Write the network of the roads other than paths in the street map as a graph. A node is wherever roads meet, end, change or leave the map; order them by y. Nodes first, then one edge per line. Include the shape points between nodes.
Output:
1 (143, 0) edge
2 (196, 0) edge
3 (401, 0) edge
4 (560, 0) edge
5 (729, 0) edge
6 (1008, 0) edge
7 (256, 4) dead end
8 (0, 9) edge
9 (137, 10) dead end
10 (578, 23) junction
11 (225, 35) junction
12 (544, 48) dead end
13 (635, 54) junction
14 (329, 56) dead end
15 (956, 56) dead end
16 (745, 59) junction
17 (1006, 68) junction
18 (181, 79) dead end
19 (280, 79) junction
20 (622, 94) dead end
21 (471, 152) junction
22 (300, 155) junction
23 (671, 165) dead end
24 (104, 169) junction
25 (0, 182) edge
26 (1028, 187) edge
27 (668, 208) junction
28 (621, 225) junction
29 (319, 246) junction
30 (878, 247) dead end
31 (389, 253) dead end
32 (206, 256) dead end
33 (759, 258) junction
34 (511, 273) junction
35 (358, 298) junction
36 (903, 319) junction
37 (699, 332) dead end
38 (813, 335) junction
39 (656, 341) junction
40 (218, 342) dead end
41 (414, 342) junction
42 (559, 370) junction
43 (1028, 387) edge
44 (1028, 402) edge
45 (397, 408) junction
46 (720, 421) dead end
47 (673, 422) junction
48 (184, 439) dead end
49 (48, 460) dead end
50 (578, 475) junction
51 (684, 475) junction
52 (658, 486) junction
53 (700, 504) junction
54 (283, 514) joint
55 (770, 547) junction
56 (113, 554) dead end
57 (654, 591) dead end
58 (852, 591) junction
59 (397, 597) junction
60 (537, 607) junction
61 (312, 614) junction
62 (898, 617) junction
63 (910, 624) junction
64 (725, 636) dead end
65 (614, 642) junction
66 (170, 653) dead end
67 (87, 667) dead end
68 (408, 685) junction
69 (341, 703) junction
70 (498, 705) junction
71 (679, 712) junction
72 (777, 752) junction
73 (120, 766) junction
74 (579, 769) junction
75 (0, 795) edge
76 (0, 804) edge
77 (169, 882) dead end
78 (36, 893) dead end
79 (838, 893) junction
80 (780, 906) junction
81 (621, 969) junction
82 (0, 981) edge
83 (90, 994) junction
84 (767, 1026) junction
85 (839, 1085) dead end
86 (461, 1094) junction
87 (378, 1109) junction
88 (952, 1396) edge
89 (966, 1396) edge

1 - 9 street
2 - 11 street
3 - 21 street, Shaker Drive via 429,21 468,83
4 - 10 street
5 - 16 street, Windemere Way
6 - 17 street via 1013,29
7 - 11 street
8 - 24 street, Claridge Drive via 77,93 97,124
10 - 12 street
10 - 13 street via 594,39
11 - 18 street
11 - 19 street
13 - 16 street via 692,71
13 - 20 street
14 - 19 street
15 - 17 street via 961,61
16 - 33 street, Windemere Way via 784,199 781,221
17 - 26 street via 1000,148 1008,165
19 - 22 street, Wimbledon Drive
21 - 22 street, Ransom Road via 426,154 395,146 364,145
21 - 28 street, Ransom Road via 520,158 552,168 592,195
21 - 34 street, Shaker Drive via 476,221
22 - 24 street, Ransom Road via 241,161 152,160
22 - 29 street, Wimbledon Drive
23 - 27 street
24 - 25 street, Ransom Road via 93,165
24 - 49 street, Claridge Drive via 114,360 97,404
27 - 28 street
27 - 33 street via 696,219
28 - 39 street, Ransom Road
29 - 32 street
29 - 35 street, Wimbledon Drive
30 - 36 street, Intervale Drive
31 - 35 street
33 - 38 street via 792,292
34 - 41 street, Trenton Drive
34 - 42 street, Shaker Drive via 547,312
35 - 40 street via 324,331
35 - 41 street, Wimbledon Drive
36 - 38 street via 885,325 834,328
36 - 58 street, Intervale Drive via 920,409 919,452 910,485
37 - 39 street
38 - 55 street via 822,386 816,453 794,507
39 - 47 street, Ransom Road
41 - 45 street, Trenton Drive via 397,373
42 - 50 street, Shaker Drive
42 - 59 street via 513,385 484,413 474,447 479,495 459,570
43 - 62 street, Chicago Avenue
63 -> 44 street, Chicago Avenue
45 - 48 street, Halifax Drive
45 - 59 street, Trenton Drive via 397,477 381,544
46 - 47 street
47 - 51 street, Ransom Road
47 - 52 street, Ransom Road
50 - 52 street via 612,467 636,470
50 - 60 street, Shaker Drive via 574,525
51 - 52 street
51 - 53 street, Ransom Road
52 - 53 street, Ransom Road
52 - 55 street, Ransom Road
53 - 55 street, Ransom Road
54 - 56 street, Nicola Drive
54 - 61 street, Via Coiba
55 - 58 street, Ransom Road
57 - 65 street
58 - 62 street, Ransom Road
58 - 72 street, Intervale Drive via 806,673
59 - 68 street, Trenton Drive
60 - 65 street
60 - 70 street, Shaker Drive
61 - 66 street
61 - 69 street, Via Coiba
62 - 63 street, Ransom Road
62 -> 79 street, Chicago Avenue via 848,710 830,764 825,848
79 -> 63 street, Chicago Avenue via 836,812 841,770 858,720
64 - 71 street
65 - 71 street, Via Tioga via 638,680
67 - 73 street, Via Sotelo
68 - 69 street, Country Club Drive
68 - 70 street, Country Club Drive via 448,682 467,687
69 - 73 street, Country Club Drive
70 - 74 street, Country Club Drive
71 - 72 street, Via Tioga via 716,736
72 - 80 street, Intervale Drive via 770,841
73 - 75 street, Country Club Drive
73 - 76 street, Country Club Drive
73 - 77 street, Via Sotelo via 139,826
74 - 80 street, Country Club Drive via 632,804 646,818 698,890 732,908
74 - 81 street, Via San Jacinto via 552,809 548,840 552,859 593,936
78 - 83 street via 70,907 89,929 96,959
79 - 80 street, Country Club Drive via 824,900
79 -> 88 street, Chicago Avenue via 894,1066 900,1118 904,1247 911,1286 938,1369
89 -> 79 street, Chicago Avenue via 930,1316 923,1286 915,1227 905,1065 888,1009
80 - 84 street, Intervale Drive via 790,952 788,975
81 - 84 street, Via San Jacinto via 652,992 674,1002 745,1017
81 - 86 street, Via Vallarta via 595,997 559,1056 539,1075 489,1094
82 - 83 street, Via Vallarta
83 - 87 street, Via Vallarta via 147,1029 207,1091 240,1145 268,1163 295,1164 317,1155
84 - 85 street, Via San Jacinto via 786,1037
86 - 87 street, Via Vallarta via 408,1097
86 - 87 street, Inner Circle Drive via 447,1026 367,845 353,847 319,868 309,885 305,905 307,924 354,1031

◆ **The task**: Exactly reproduce every line of the data above.

◆ **Expected answer**:
Write the network of the roads other than paths in the street map as a graph. A node is wherever roads meet, end, change or leave the map; order them by y. Nodes first, then one edge per line. Include the shape points between nodes.
Output:
1 (143, 0) edge
2 (196, 0) edge
3 (401, 0) edge
4 (560, 0) edge
5 (729, 0) edge
6 (1008, 0) edge
7 (256, 4) dead end
8 (0, 9) edge
9 (137, 10) dead end
10 (578, 23) junction
11 (225, 35) junction
12 (544, 48) dead end
13 (635, 54) junction
14 (329, 56) dead end
15 (956, 56) dead end
16 (745, 59) junction
17 (1006, 68) junction
18 (181, 79) dead end
19 (280, 79) junction
20 (622, 94) dead end
21 (471, 152) junction
22 (300, 155) junction
23 (671, 165) dead end
24 (104, 169) junction
25 (0, 182) edge
26 (1028, 187) edge
27 (668, 208) junction
28 (621, 225) junction
29 (319, 246) junction
30 (878, 247) dead end
31 (389, 253) dead end
32 (206, 256) dead end
33 (759, 258) junction
34 (511, 273) junction
35 (358, 298) junction
36 (903, 319) junction
37 (699, 332) dead end
38 (813, 335) junction
39 (656, 341) junction
40 (218, 342) dead end
41 (414, 342) junction
42 (559, 370) junction
43 (1028, 387) edge
44 (1028, 402) edge
45 (397, 408) junction
46 (720, 421) dead end
47 (673, 422) junction
48 (184, 439) dead end
49 (48, 460) dead end
50 (578, 475) junction
51 (684, 475) junction
52 (658, 486) junction
53 (700, 504) junction
54 (283, 514) joint
55 (770, 547) junction
56 (113, 554) dead end
57 (654, 591) dead end
58 (852, 591) junction
59 (397, 597) junction
60 (537, 607) junction
61 (312, 614) junction
62 (898, 617) junction
63 (910, 624) junction
64 (725, 636) dead end
65 (614, 642) junction
66 (170, 653) dead end
67 (87, 667) dead end
68 (408, 685) junction
69 (341, 703) junction
70 (498, 705) junction
71 (679, 712) junction
72 (777, 752) junction
73 (120, 766) junction
74 (579, 769) junction
75 (0, 795) edge
76 (0, 804) edge
77 (169, 882) dead end
78 (36, 893) dead end
79 (838, 893) junction
80 (780, 906) junction
81 (621, 969) junction
82 (0, 981) edge
83 (90, 994) junction
84 (767, 1026) junction
85 (839, 1085) dead end
86 (461, 1094) junction
87 (378, 1109) junction
88 (952, 1396) edge
89 (966, 1396) edge

1 - 9 street
2 - 11 street
3 - 21 street, Shaker Drive via 429,21 468,83
4 - 10 street
5 - 16 street, Windemere Way
6 - 17 street via 1013,29
7 - 11 street
8 - 24 street, Claridge Drive via 77,93 97,124
10 - 12 street
10 - 13 street via 594,39
11 - 18 street
11 - 19 street
13 - 16 street via 692,71
13 - 20 street
14 - 19 street
15 - 17 street via 961,61
16 - 33 street, Windemere Way via 784,199 781,221
17 - 26 street via 1000,148 1008,165
19 - 22 street, Wimbledon Drive
21 - 22 street, Ransom Road via 426,154 395,146 364,145
21 - 28 street, Ransom Road via 520,158 552,168 592,195
21 - 34 street, Shaker Drive via 476,221
22 - 24 street, Ransom Road via 241,161 152,160
22 - 29 street, Wimbledon Drive
23 - 27 street
24 - 25 street, Ransom Road via 93,165
24 - 49 street, Claridge Drive via 114,360 97,404
27 - 28 street
27 - 33 street via 696,219
28 - 39 street, Ransom Road
29 - 32 street
29 - 35 street, Wimbledon Drive
30 - 36 street, Intervale Drive
31 - 35 street
33 - 38 street via 792,292
34 - 41 street, Trenton Drive
34 - 42 street, Shaker Drive via 547,312
35 - 40 street via 324,331
35 - 41 street, Wimbledon Drive
36 - 38 street via 885,325 834,328
36 - 58 street, Intervale Drive via 920,409 919,452 910,485
37 - 39 street
38 - 55 street via 822,386 816,453 794,507
39 - 47 street, Ransom Road
41 - 45 street, Trenton Drive via 397,373
42 - 50 street, Shaker Drive
42 - 59 street via 513,385 484,413 474,447 479,495 459,570
43 - 62 street, Chicago Avenue
63 -> 44 street, Chicago Avenue
45 - 48 street, Halifax Drive
45 - 59 street, Trenton Drive via 397,477 381,544
46 - 47 street
47 - 51 street, Ransom Road
47 - 52 street, Ransom Road
50 - 52 street via 612,467 636,470
50 - 60 street, Shaker Drive via 574,525
51 - 52 street
51 - 53 street, Ransom Road
52 - 53 street, Ransom Road
52 - 55 street, Ransom Road
53 - 55 street, Ransom Road
54 - 56 street, Nicola Drive
54 - 61 street, Via Coiba
55 - 58 street, Ransom Road
57 - 65 street
58 - 62 street, Ransom Road
58 - 72 street, Intervale Drive via 806,673
59 - 68 street, Trenton Drive
60 - 65 street
60 - 70 street, Shaker Drive
61 - 66 street
61 - 69 street, Via Coiba
62 - 63 street, Ransom Road
62 -> 79 street, Chicago Avenue via 848,710 830,764 825,848
79 -> 63 street, Chicago Avenue via 836,812 841,770 858,720
64 - 71 street
65 - 71 street, Via Tioga via 638,680
67 - 73 street, Via Sotelo
68 - 69 street, Country Club Drive
68 - 70 street, Country Club Drive via 448,682 467,687
69 - 73 street, Country Club Drive
70 - 74 street, Country Club Drive
71 - 72 street, Via Tioga via 716,736
72 - 80 street, Intervale Drive via 770,841
73 - 75 street, Country Club Drive
73 - 76 street, Country Club Drive
73 - 77 street, Via Sotelo via 139,826
74 - 80 street, Country Club Drive via 632,804 646,818 698,890 732,908
74 - 81 street, Via San Jacinto via 552,809 548,840 552,859 593,936
78 - 83 street via 70,907 89,929 96,959
79 - 80 street, Country Club Drive via 824,900
79 -> 88 street, Chicago Avenue via 894,1066 900,1118 904,1247 911,1286 938,1369
89 -> 79 street, Chicago Avenue via 930,1316 923,1286 915,1227 905,1065 888,1009
80 - 84 street, Intervale Drive via 790,952 788,975
81 - 84 street, Via San Jacinto via 652,992 674,1002 745,1017
81 - 86 street, Via Vallarta via 595,997 559,1056 539,1075 489,1094
82 - 83 street, Via Vallarta
83 - 87 street, Via Vallarta via 147,1029 207,1091 240,1145 268,1163 295,1164 317,1155
84 - 85 street, Via San Jacinto via 786,1037
86 - 87 street, Via Vallarta via 408,1097
86 - 87 street, Inner Circle Drive via 447,1026 367,845 353,847 319,868 309,885 305,905 307,924 354,1031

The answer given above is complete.